Hell, I haven’t even processed what to do with the fact that The Road Warrior was one of my top five all time films and then Fury Road came along and caused me to question everything I’ve ever understood about cinema.
What I am here to tell you is that George Miller is a singular voice, a brilliant madman who created a wasteland, and a 5 entry deep film franchise spanning some 50 years now, that I value and appreciate and will revisit over and over again throughout my brief time on this earth.
Furiosa: A Mad Max Saga, like Fury Road and the original trilogy before it, is a brainchild. It’s a product of an auteur unlike almost any other. It’s the latest in a series that has almost no comparisons to measure against. What other series has hit 5 entries over almost 50 years all directed by the same individual, with the level of indelible cultural significance, critical acclaim, and mythological resonance as the Mad Max wasteland? Someday perhaps the Avatar series will be comparable. They’re certainly at the scale and sheer level of vision that the mighty George Miller brings to his creations.
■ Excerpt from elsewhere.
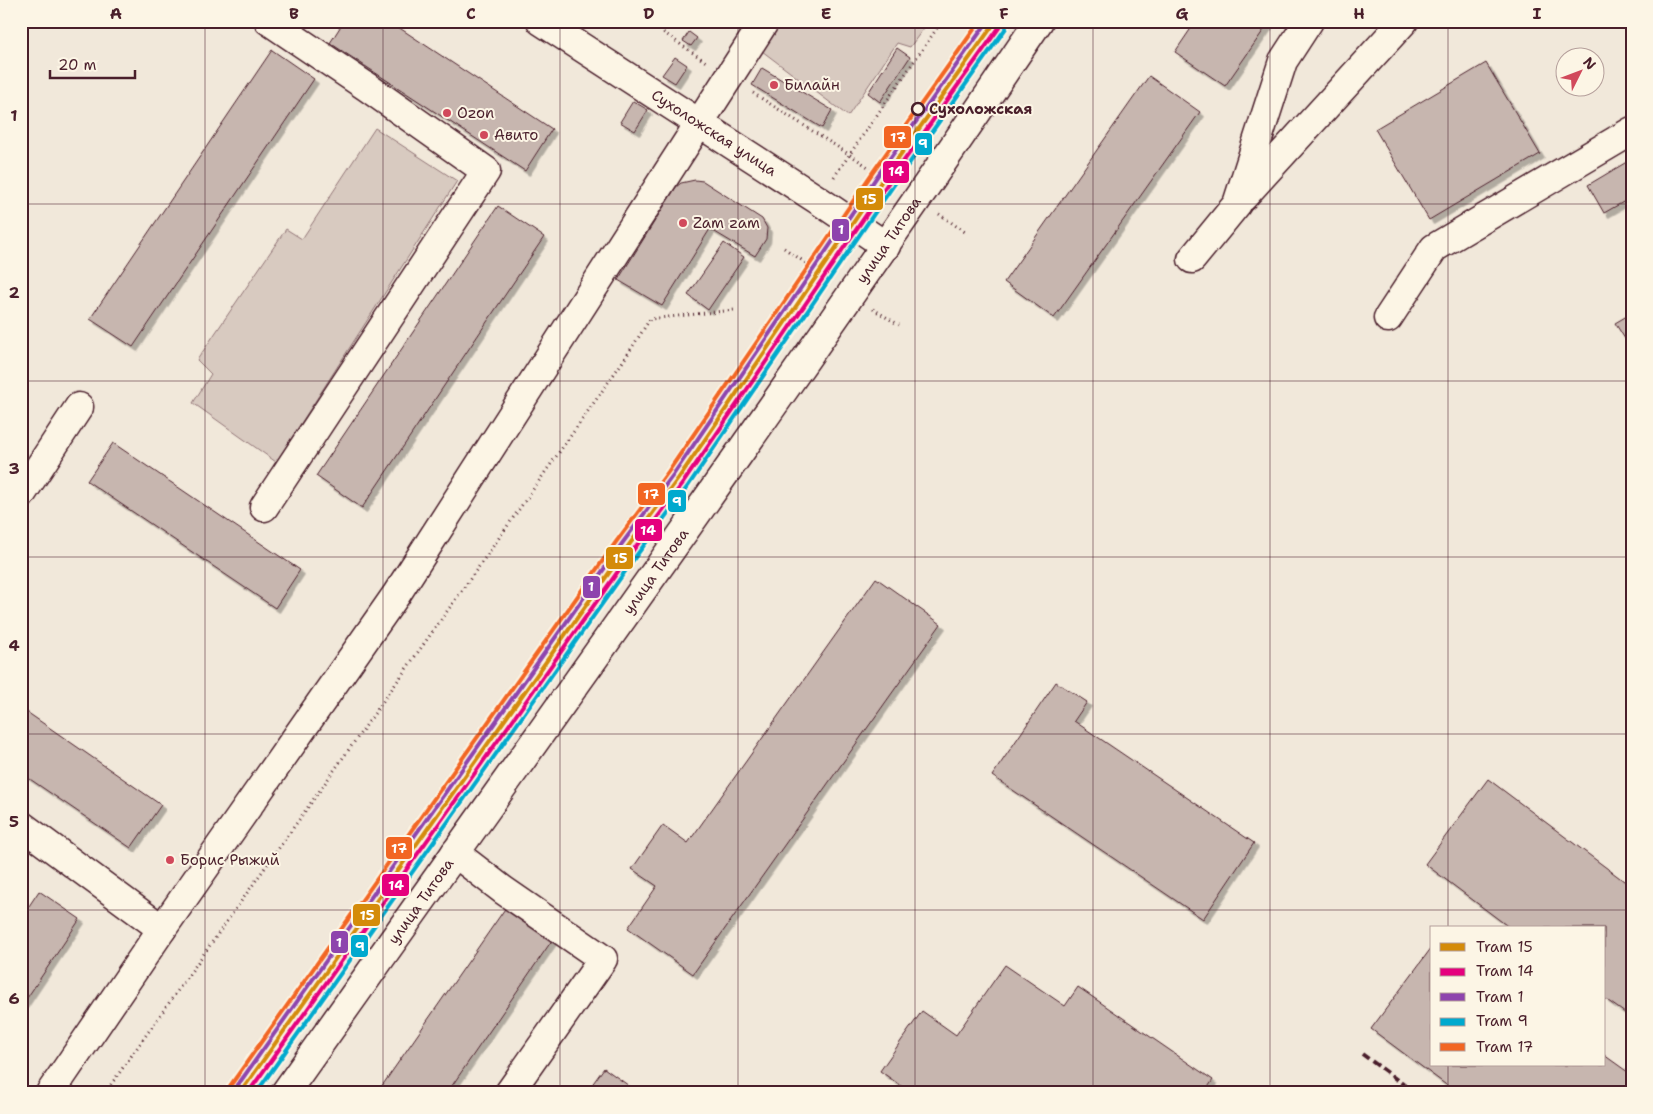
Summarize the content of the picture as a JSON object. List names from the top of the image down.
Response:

Warner Brothers And I know that every film ever made is a massive community effort. A veritable army of cast, crew, and studio reps all have to come together to craft every single blockbuster that’s ever come along. And yet: it seems that George Miller is simply one of the best to ever do it and leads his army of devoted creatives to generate a vision so singular that it’s unmistakable and unforgettable.
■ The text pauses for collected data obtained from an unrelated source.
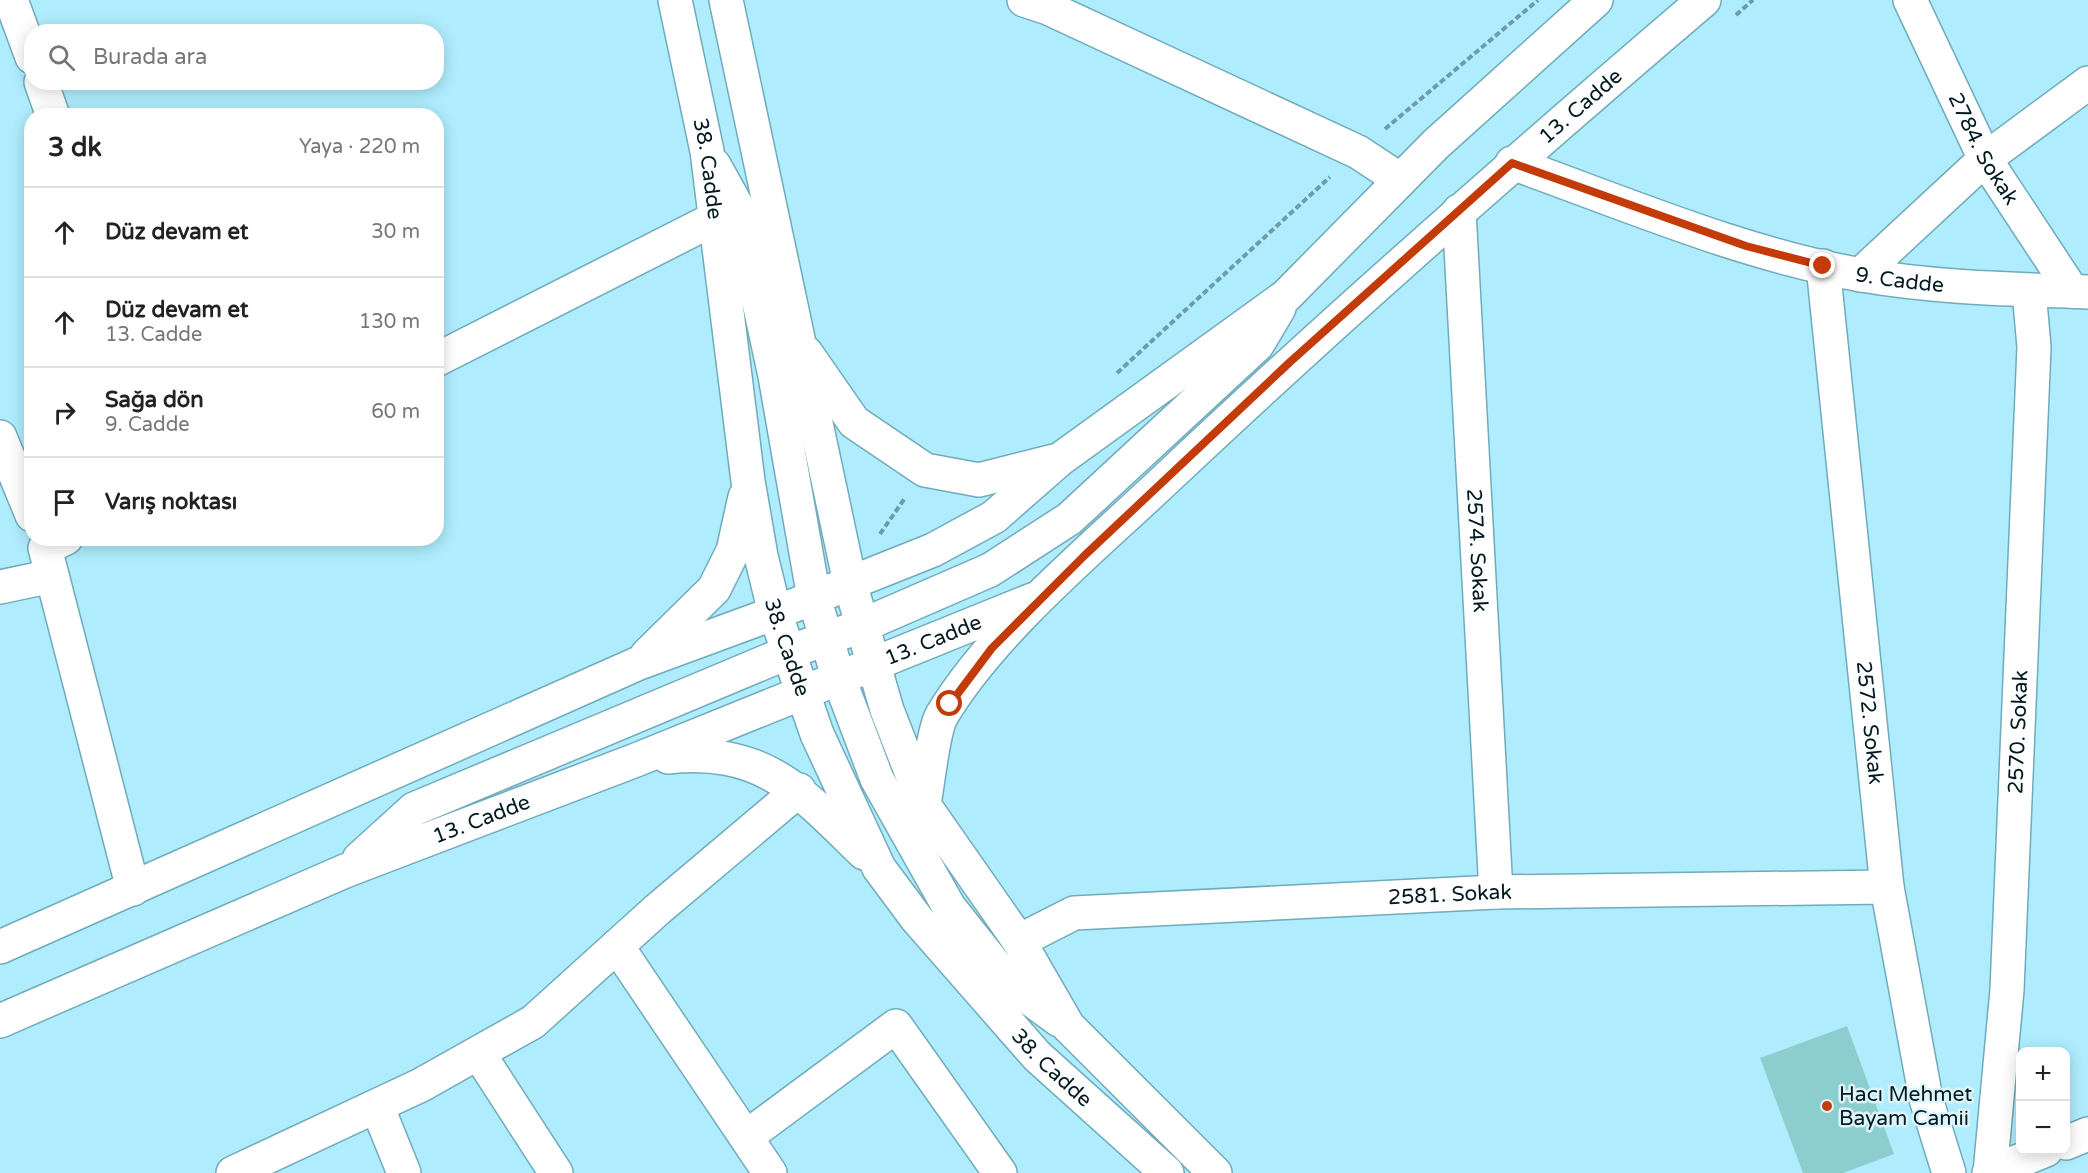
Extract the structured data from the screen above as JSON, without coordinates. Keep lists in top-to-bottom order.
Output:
{
  "streets": {
    "street": [
      "13. Cadde",
      "2784. Sokak",
      "38. Cadde",
      "9. Cadde",
      "2574. Sokak",
      "2572. Sokak",
      "2570. Sokak",
      "2581. Sokak"
    ]
  },
  "crossings": [
    ["13. Cadde", "38. Cadde"],
    ["13. Cadde", "9. Cadde"],
    ["13. Cadde", "2574. Sokak"],
    ["2784. Sokak", "9. Cadde"],
    ["38. Cadde", "2581. Sokak"],
    ["9. Cadde", "2572. Sokak"],
    ["9. Cadde", "2570. Sokak"],
    ["2574. Sokak", "2581. Sokak"],
    ["2572. Sokak", "2581. Sokak"]
  ],
  "places": ["Hacı Mehmet Bayam Camii"],
  "page": {
    "search": "Burada ara",
    "heading": ["3 dk", "Yaya · 220 m"],
    "list": [
      ["Düz devam et", "30 m"],
      ["Düz devam et", "13. Cadde", "130 m"],
      ["Sağa dön", "9. Cadde", "60 m"],
      "Varış noktası"
    ],
    "map_buttons": ["+", "−"]
  }
}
I must still admit that I had my doubts and misgivings. I’m not the world’s biggest prequel fan: it can be frustrating kind of “knowing” where it’s all leading. I’m not the world’s biggest re-casting fan: Charlize Theron (or Mel Gibson for that matter) kind of can’t be replaced. Miller also seemingly broke a couple of his own rules here, for the first time making an indisputably direct prequel to the last entry when all the other tales have seemingly been riffs on a wasteland legend with little tying one entry to the next beyond the production design and eternal loner hero Max Rockatansky. And even for the first time seemingly confirming that this wasteland is indeed his own native Australia. (At least it is this go-round).
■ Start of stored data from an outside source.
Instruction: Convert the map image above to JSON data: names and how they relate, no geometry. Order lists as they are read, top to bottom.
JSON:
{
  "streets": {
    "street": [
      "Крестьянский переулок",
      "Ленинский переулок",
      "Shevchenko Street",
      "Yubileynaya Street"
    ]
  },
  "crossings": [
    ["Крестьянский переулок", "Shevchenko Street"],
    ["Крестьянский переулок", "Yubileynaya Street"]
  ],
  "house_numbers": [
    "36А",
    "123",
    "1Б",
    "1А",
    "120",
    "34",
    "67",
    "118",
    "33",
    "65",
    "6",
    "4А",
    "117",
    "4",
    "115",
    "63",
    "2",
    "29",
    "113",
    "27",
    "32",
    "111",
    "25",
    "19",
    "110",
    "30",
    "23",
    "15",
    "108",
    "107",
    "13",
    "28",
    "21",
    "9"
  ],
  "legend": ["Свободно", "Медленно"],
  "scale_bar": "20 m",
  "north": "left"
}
And yet, I should never have doubted. Because Miller is a born storyteller and these films come from deep within his heart. Anya Taylor-Joy (like Tom Hardy before her) feels like maybe the only human being on earth who could have successfully headlined a major franchise like this and filled the shoes of Theron. She’s striking and believable and gives it her all. Chris Hemsworth’s antagonist Dementus is a confident, layered, humorous, and frightening presence and some of the best character work of Hemsworth’s career. Tom Burke’s Praetorian Jack plays a significant role and it’s one of those exciting situations where I’m blown away by a character and an actor I wasn’t expecting and knew almost nothing about.
Warner Brothers The inspired world building and production and action design still shine, if done on a slightly smaller budget and with a higher reliance on visual effects work. Your mileage may vary on how the CG sheen of Furiosa compares or contrasts with Fury Road, but I’m personally in a place where I just wanted some unfiltered George Miller supercharged, V-8 guzzoline, and I feel zero disappointment walking out of Furiosa. It’s a different era now and if Miller needed to use more CG to keep the budget in a place where he could still make the story he wanted to tell with the studio’s money: let him cook.
And then there’s the action. I think it’ll sound like some kind of cop out to say that Miller made a brilliant move and created a wildly different film with Furiosa than he did with Fury Road: one that’s less of an action movie. Setting out to make a never ending chase sequence with Fury Road, Miller created what might very well be the greatest action film ever made. There simply was no way to top that, so Miller instead focused on an epic tale. And I was absolutely swept up in Furiosa’s origins in a way that felt lived in and organic, not like a studio notes nightmare. But if it sounds like I’m hedging on the action, I’m honestly not. Miller will STILL show you things you’ve never seen before when it comes to massive action set pieces. My mouth remained agape multiple times as a hundred incredible visual ideas played out before my eyes. Just don’t expect the pace and tightness that was the Fury Road exercise.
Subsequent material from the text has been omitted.